I have a question...

My Guide to a soil substrate aquarium COULD be viewed as a DIY topic... (Part 2,, anyway).

Can I enter it even though I posted it on the Aquarium Plants forum?


----------



## bearwithfish (Sep 29, 2009)

as long as it falls under the rules then yes .. this does not need to be a "new" project just a complete one that you have done and have a thread for (which you do!)
please by all means enter it....


----------



## SinCrisis (Aug 7, 2008)

now im kinda glad im not able to make the deadline for this competition since redchigh's guide is pretty darn good...


----------



## SinCrisis (Aug 7, 2008)

Um, I am still listed in the poll even though my project is incomplete...? Does this mean it will not apply to the next one?


----------



## bearwithfish (Sep 29, 2009)

no that means i forgot LOL ..... sorry i will move it to be reentered later this month....


----------



## iamgray (Jul 16, 2010)

This might be a dumb question... but am I still allowed to add extra pictures even though the contest is over/voting has started?

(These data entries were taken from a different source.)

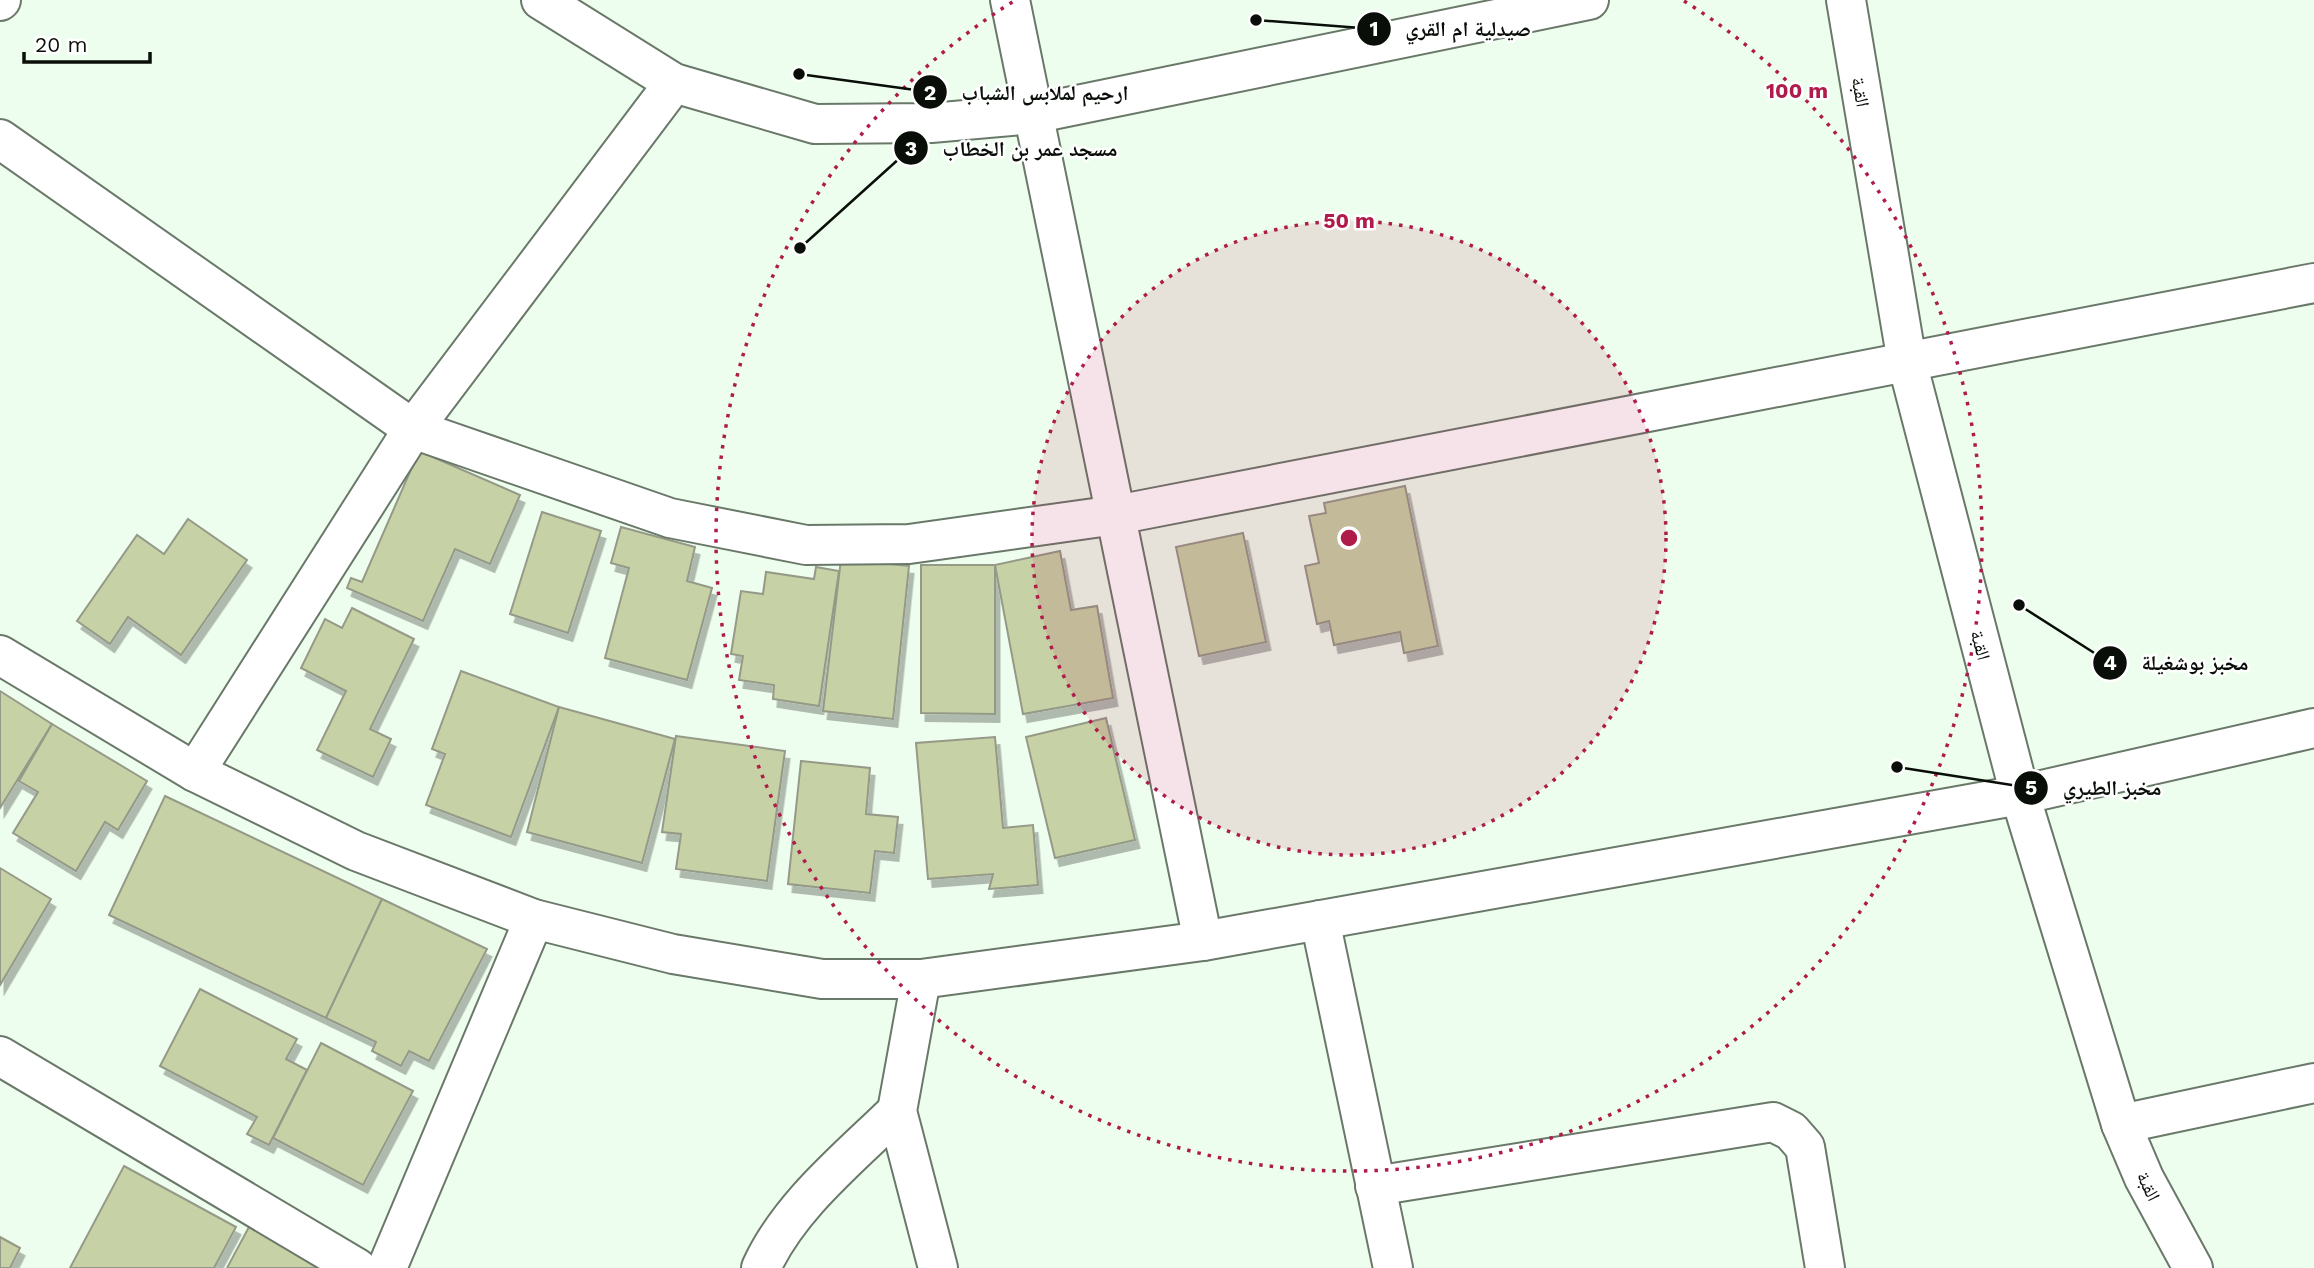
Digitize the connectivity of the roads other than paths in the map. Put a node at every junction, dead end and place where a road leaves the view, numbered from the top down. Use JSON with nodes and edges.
{"nodes":[{"id":1,"x":541,"y":0,"type":"edge"},
{"id":2,"x":1010,"y":0,"type":"edge"},
{"id":3,"x":1589,"y":0,"type":"edge"},
{"id":4,"x":1846,"y":0,"type":"edge"},
{"id":5,"x":674,"y":83,"type":"junction"},
{"id":6,"x":1033,"y":114,"type":"junction"},
{"id":7,"x":0,"y":139,"type":"edge"},
{"id":8,"x":2314,"y":283,"type":"edge"},
{"id":9,"x":1907,"y":362,"type":"junction"},
{"id":10,"x":413,"y":429,"type":"junction"},
{"id":11,"x":1116,"y":515,"type":"junction"},
{"id":12,"x":0,"y":655,"type":"edge"},
{"id":13,"x":2314,"y":728,"type":"edge"},
{"id":14,"x":195,"y":772,"type":"junction"},
{"id":15,"x":2020,"y":795,"type":"junction"},
{"id":16,"x":534,"y":919,"type":"junction"},
{"id":17,"x":1320,"y":920,"type":"junction"},
{"id":18,"x":1203,"y":941,"type":"junction"},
{"id":19,"x":921,"y":979,"type":"junction"},
{"id":20,"x":0,"y":1056,"type":"edge"},
{"id":21,"x":2314,"y":1083,"type":"edge"},
{"id":22,"x":897,"y":1111,"type":"junction"},
{"id":23,"x":2121,"y":1124,"type":"junction"},
{"id":24,"x":1375,"y":1186,"type":"junction"},
{"id":25,"x":357,"y":1268,"type":"edge"},
{"id":26,"x":387,"y":1268,"type":"edge"},
{"id":27,"x":761,"y":1268,"type":"edge"},
{"id":28,"x":938,"y":1268,"type":"edge"},
{"id":29,"x":1393,"y":1268,"type":"edge"},
{"id":30,"x":1825,"y":1268,"type":"edge"},
{"id":31,"x":2193,"y":1268,"type":"edge"}],
"edges":[{"from":1,"to":5,"type":"street"},
{"from":2,"to":6,"type":"street"},
{"from":3,"to":6,"type":"street"},
{"from":4,"to":9,"type":"street","name":"القبة"},
{"from":5,"to":6,"type":"street"},
{"from":5,"to":10,"type":"street"},
{"from":6,"to":11,"type":"street"},
{"from":7,"to":10,"type":"street"},
{"from":8,"to":9,"type":"street"},
{"from":9,"to":11,"type":"street"},
{"from":9,"to":15,"type":"street","name":"القبة"},
{"from":10,"to":11,"type":"street"},
{"from":10,"to":14,"type":"street"},
{"from":11,"to":18,"type":"street"},
{"from":12,"to":14,"type":"street"},
{"from":13,"to":15,"type":"street"},
{"from":14,"to":16,"type":"street"},
{"from":15,"to":17,"type":"street"},
{"from":15,"to":23,"type":"street","name":"القبة"},
{"from":16,"to":19,"type":"street"},
{"from":16,"to":26,"type":"street"},
{"from":17,"to":18,"type":"street"},
{"from":17,"to":24,"type":"street"},
{"from":18,"to":19,"type":"street"},
{"from":19,"to":22,"type":"street"},
{"from":20,"to":25,"type":"street"},
{"from":21,"to":23,"type":"street"},
{"from":22,"to":27,"type":"street"},
{"from":22,"to":28,"type":"street"},
{"from":23,"to":31,"type":"street","name":"القبة"},
{"from":24,"to":29,"type":"street"},
{"from":24,"to":30,"type":"street"}]}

The pictures are from before the contest ended, but I forgot my camera at work over the weekend so I couldn't post pics before October ended.


----------



## bearwithfish (Sep 29, 2009)

i dont have a problem with that.. but keep in mind those who have already cast votes will not be able to change them....


----------



## iamgray (Jul 16, 2010)

bearwithfish said:


> i dont have a problem with that.. but keep in mind those who have already cast votes will not be able to change them....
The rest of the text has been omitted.